Pigwidgeon had just hacked into the Dark Mark's mainframe by   
jamming a fork into the outlet.   
After a slight shock, Pigwidgeon was in the computer, and now he   
was playing Brood Wars on Battlenet.  
  
Pigwidgeon gave a rude chirp to Dobby, when the computer rang out   
"your base is under   
attack!" His opponent, Krazyie_Saiyan, had just sent an army of   
Guardians that were destroying Pigwidgeon's Photon cannons.   
Luckily, Pigwidgeon had just finished building a squad of   
Corsairs, and they were now driving back the Guardians.  
  
" Dobby? Pig? Are you guys there??" Harry's voice shouted from a   
walkie-talkie Dobby held.   
  
" We's here sir," replied Dobby.  
  
" Listen, a Robotic Richard Simmons just came out of the door, and   
he's driving us nuts!!!   
Open the garbage doors in, what's that say? Section D, 1423."  
  
"Ok sir. Pigwidgeon, sign off, and open the door in D 1423. Oh   
no!"  
  
" What's going on?" shouted Harry.  
  
" Pigwidgeon is experiencing some lag sir."  
  
" Listen, I don't give a damn. In a minute, we're all going to   
die! Open the goddamn door in   
Section C, 1432!"  
  
Harry and company were slowly being forced to exercise as Richard   
Simmons made them   
move their legs and jump up and down to the tune of bad music. "   
Come on people, work those buns!! Ok now, time for leg lifts!!!"   
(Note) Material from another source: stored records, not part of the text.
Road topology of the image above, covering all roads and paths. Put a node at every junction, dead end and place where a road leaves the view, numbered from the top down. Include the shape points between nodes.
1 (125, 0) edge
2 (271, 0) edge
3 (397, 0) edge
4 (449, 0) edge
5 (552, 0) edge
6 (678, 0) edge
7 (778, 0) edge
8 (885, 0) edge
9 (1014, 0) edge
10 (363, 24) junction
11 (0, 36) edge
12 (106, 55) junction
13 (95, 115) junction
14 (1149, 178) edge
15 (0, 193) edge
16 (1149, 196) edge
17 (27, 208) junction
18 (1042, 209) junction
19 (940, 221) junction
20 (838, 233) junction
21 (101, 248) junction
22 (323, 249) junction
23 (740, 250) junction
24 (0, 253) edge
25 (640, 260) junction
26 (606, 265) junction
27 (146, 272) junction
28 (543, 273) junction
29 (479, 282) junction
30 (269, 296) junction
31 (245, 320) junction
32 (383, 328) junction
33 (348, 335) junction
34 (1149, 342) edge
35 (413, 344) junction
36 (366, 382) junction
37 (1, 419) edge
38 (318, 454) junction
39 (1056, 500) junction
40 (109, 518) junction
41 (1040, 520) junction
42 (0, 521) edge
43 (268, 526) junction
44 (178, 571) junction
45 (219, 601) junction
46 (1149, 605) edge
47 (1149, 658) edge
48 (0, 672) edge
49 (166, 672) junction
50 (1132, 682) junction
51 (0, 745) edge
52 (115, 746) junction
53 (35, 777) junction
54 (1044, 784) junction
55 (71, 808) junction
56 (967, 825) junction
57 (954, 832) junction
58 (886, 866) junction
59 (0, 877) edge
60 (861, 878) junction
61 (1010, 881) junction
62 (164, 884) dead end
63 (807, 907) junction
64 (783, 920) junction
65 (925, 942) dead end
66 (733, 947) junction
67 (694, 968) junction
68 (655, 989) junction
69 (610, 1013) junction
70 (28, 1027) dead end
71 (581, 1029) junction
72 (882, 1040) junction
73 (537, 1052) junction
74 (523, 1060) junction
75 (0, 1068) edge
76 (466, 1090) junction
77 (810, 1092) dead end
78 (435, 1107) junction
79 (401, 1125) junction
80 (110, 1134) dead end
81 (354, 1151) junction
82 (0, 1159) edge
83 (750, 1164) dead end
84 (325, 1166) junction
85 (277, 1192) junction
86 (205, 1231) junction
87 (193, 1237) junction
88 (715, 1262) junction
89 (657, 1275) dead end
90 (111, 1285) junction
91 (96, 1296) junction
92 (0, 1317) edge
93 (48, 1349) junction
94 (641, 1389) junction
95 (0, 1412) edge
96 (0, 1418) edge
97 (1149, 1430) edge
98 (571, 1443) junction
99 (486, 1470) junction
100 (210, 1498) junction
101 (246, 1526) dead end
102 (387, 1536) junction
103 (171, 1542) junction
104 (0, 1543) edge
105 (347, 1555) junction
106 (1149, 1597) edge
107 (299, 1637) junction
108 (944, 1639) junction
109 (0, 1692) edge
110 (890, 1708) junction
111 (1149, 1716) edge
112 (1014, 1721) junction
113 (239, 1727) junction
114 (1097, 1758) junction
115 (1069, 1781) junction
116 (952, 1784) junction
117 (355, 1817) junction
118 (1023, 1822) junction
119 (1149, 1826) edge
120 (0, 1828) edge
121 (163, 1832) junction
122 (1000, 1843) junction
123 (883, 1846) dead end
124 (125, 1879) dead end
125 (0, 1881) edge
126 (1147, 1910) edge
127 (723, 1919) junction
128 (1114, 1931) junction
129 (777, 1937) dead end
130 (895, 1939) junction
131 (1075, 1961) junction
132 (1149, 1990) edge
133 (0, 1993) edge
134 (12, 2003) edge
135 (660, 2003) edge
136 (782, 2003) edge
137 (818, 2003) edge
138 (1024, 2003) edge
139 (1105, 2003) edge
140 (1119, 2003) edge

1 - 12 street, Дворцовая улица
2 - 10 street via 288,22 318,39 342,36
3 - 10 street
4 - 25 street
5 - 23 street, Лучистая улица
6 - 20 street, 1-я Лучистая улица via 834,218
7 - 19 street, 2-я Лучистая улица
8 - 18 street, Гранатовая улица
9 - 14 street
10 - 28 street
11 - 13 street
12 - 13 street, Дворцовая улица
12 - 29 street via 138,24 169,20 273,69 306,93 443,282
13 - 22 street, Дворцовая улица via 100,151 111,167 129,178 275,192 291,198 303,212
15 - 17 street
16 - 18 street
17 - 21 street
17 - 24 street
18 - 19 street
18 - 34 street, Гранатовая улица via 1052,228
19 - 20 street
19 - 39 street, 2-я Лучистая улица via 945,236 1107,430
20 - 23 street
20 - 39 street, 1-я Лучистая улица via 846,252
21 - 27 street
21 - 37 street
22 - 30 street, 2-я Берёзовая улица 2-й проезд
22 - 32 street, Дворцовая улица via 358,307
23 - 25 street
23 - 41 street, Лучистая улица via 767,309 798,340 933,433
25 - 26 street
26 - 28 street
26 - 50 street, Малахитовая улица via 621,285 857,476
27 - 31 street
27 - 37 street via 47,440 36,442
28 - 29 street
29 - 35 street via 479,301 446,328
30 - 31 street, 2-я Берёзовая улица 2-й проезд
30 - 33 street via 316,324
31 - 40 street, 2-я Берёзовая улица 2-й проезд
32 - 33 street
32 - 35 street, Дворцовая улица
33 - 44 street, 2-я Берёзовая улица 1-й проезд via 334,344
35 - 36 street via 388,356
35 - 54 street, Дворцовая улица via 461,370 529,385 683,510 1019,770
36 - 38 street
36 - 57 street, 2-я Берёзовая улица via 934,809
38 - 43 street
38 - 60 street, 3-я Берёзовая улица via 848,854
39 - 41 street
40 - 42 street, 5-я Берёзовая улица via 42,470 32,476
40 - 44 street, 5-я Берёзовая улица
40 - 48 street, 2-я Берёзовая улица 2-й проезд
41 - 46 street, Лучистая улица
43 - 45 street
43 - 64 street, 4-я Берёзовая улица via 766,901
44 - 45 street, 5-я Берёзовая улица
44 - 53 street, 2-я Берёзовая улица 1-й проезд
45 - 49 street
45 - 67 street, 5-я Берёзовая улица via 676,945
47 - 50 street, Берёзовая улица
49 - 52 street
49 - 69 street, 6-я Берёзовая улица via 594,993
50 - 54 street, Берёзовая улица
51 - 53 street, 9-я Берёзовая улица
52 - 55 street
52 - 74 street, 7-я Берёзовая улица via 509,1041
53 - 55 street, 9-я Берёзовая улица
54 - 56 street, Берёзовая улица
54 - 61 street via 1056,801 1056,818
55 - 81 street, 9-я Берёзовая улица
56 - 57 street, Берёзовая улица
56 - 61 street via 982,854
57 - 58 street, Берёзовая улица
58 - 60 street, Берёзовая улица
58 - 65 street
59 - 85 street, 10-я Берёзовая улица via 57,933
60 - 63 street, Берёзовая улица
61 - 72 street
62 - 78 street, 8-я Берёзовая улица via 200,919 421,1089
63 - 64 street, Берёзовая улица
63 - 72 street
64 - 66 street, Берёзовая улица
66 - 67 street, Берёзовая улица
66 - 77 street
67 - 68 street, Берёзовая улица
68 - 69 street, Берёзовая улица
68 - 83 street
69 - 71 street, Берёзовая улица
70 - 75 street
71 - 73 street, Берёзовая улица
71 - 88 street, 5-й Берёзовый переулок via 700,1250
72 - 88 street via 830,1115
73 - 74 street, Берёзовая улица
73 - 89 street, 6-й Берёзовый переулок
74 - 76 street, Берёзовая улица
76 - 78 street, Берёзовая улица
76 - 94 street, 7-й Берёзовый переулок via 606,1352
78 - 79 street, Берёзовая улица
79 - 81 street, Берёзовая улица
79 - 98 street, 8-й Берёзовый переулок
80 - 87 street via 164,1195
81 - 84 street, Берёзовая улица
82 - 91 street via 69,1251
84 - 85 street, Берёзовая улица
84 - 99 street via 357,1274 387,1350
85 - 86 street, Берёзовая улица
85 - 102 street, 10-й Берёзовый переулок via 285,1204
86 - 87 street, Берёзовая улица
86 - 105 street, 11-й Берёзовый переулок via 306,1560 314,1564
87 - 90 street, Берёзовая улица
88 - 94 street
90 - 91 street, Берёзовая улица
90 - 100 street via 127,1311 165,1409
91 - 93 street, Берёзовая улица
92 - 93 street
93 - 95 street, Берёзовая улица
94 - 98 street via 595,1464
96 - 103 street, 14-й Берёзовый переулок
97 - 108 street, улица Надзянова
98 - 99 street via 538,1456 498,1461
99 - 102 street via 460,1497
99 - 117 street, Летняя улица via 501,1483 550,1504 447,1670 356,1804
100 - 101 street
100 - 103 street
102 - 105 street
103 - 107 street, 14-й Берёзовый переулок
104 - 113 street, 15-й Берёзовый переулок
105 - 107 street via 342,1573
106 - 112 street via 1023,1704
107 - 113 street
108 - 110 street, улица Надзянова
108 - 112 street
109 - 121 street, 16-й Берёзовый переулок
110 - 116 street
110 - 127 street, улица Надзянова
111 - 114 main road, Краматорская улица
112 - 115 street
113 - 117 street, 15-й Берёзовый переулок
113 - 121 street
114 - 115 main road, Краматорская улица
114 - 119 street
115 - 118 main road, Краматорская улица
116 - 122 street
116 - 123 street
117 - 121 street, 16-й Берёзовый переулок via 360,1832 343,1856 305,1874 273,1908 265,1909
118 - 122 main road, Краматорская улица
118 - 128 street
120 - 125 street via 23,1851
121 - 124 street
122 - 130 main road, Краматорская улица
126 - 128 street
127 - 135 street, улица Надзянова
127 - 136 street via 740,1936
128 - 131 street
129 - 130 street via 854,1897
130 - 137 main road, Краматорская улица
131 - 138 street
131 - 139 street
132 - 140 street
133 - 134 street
Hagrid walloped the evil thing with a piece of metal, but it   
regenerated itself. Soon, they were going to die. "Dobby!" he   
shouted. "Hurry the hell up!!!!!"  
  
"Oh, short-circuit everything!" whined Dobby.   
  
Pigwidgeon gave a turn with his fork, and the entire base went   
black. In a tiny bathroom stall,   
Moff Lucius cried out, " Oh great. The fan and the lights turned   
off. How am I supposed to see Ms. December 99?" He fumbled around   
in the dark, and felt the thing feared by everyone. "Nooooo!!!!   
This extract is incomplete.